In 1947, the Provost and Scholars at King's College, Cambridge, secured the permission of the King and the Constable to associate King
Henry's sister foundation with the ceremony. The white roses of Kings, in their purple ribbon, have since been laid alongside the Eton lilies, in their pale blue, on the Founder's stone.

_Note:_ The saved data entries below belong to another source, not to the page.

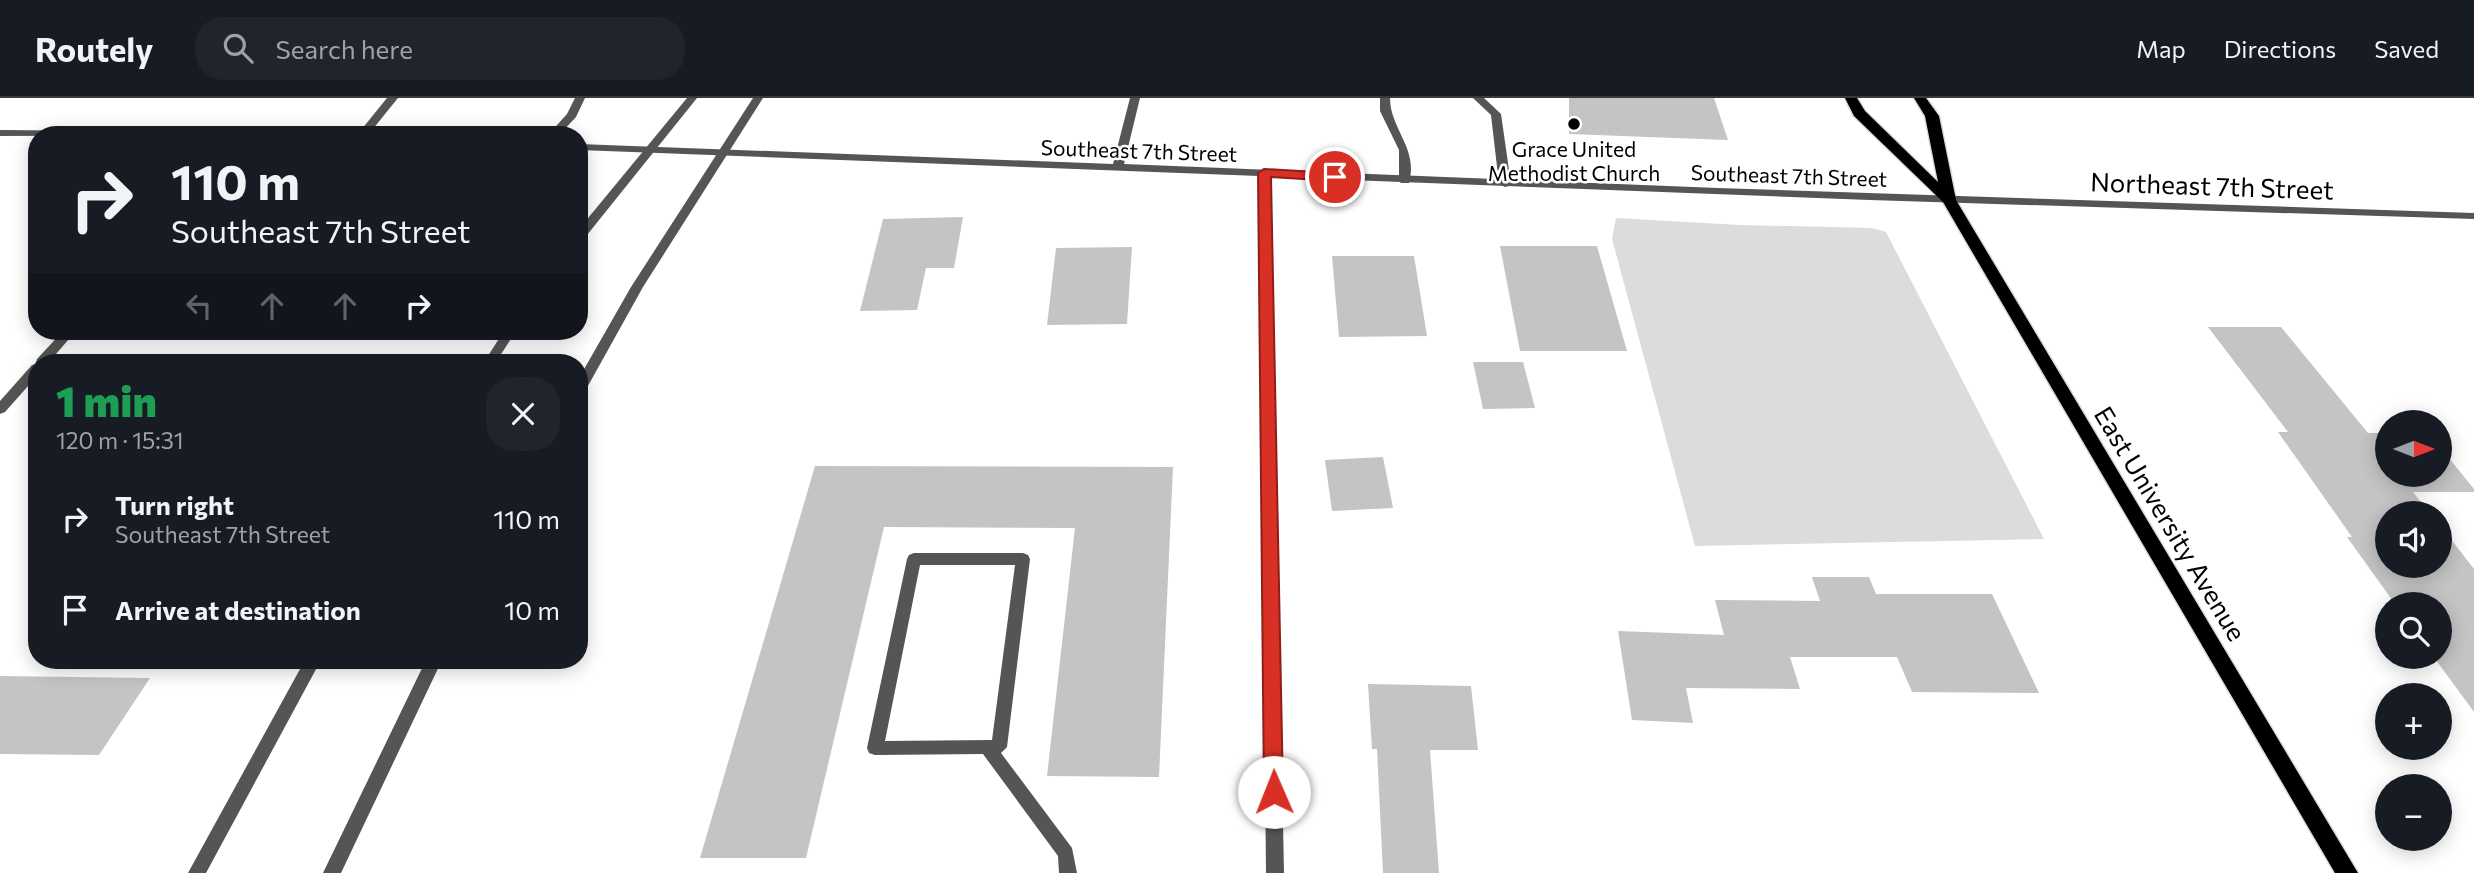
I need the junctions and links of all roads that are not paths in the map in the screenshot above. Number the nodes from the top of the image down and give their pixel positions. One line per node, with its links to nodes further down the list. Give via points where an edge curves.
1 (393, 98): 10 (street)
2 (580, 98): 11 (street)
3 (692, 98): 15 (street)
4 (758, 98): 16 (street)
5 (1135, 98): 17 (street)
6 (1385, 98): 19 (street, via 1385,111 1404,150)
7 (1478, 98): 20 (street, via 1496,114)
8 (1851, 98): 21 (main road, East University Avenue, via 1859,113)
9 (1920, 98): 21 (main road, East University Avenue, via 1932,116)
10 (370, 126)
11 (562, 126)
12 (0, 133): 13 (street)
13 (28, 133)
14 (588, 148): 15 (street, Southeast 7th Street)
15 (647, 151): 16 (street, Southeast 7th Street); 23 (street)
16 (723, 156): 17 (street, Southeast 7th Street); 26 (street, via 637,287)
17 (1117, 169): 18 (street, Southeast 7th Street)
18 (1264, 173): 19 (street, Southeast 7th Street); 35 (street)
19 (1405, 181): 20 (street, Southeast 7th Street)
20 (1505, 184): 21 (street, Southeast 7th Street)
21 (1949, 200): 22 (street, Northeast 7th Street); 36 (main road, East University Avenue)
22 (2474, 216)
23 (588, 226)
24 (62, 340): 25 (street)
25 (49, 354)
26 (588, 374)
27 (28, 378): 28 (street)
28 (0, 409)
29 (308, 669): 32 (street)
30 (430, 669): 33 (street)
31 (987, 747): 31 (street, via 999,747 1023,559 914,559 875,748); 34 (street, via 1066,854)
32 (197, 873)
33 (332, 873)
34 (1068, 873)
35 (1275, 873)
36 (2347, 873)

The Ceremony of the Lilies and Roses. Though still a very simple one, has over the years acquired a certain form and formality. The Provost of
Eton or his deputy, the Provost of King's or his deputy, and the Chaplain of the Tower are conducted by the Resident Governor and Keeper of the Jewel
House, with an escort of Yeoman Warders, from Queen's House to the
Wakefield Tower. The Chaplain conducts the short service and the lilies and roses are ceremoniously laid: to lie until dusk on the next day as token that King Henry's memory is ever green in the two Colleges which are perhaps his most enduring monument.

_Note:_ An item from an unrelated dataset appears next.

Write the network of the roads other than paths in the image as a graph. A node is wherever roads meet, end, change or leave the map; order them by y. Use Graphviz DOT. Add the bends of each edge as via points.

There are many stories of ghosts, poltergeists and other malevolent
spirits connected to the Tower of London. Who hasn't heard the one about
the headless apparition of Anne Boleyn stalking the Tower grounds at night.
Who for instance, hasn't heard stories of the chained and headless Sir
Walter Raliegh being seen on the ramparts close to where he was kept prisoner. The Tower of London with its 900 years of history has earned itself a multitude of spine tingling stories, mainly due to its infamous reputation as a place of execution. The following stories are different in the fact that as far as we know, they have never been told before, at least not beyond the boundaries of the Tower of London.
The Ghost of Anne Boleyn
Anne Boleyn, the most celebrated of the wives of Henry VIII was
beheaded on Tower Green in 1536. Her ghost has frequently been seen both on
the Green and more spectacularly in the Chapel Royal situated in the White
Tower. It was in the Chapel that a Captain of the Guard saw a light burning in the locked Chapel late at night. Finding a ladder, he was able to look down on the strange scene being enacted within. A nineteenth century account described it thus:
Slowly down the aisle moved a stately procession of Knights and
Ladies, attired in ancient costumes; and in front walked an elegant female whose face was averted from him, but whose figure greatly resembled the one he had seen in reputed portraits of Anne Boleyn. After having repeatedly paced the chapel, the entire procession together with the light disappeared. (excerpt from Ghostly Visitors by "Spectre Stricken", London
Another account of this same story tells of how the procession always
occurs on the anniversary of the terrible execution of Margaret Pole the
Countess of Salisbury, in 1541. This brave old lady (she was over seventy when she was killed) suffered because of her son's (Cardinal Pole) vilification of the King Henry VIII's religious doctrines, something the
Cardinal did from the safety of France. So when Henry realised that the
Cardinal was out of his reach his mother was brought to the block instead as an act of vengeance. Instead of submitting weekly to the axeman however she refused to lie down and was pursued by the axeman around the scaffold.
Swinging wildly he inflicted the most hideous wounds on her till at last she died.
Another sighting of Anne Boleyn is alledged in 1864 by a sentry standing guard at the Queen's house. The guard saw and challenged a white shape that appeared suddenly veiled in mist. When the challenge went unanswered the sentry put his bayonet into the figure but he was overcome with shock when it went straight through the figure without meeting any resistance. This story was corroborated by two onlookers who saw the whole event from a window of the Bloody Tower. It is not known what made the sentry and the onlookers believe that this was the ghost of Anne Boleyn but we can only accept that after 100 years of tradition it must be so.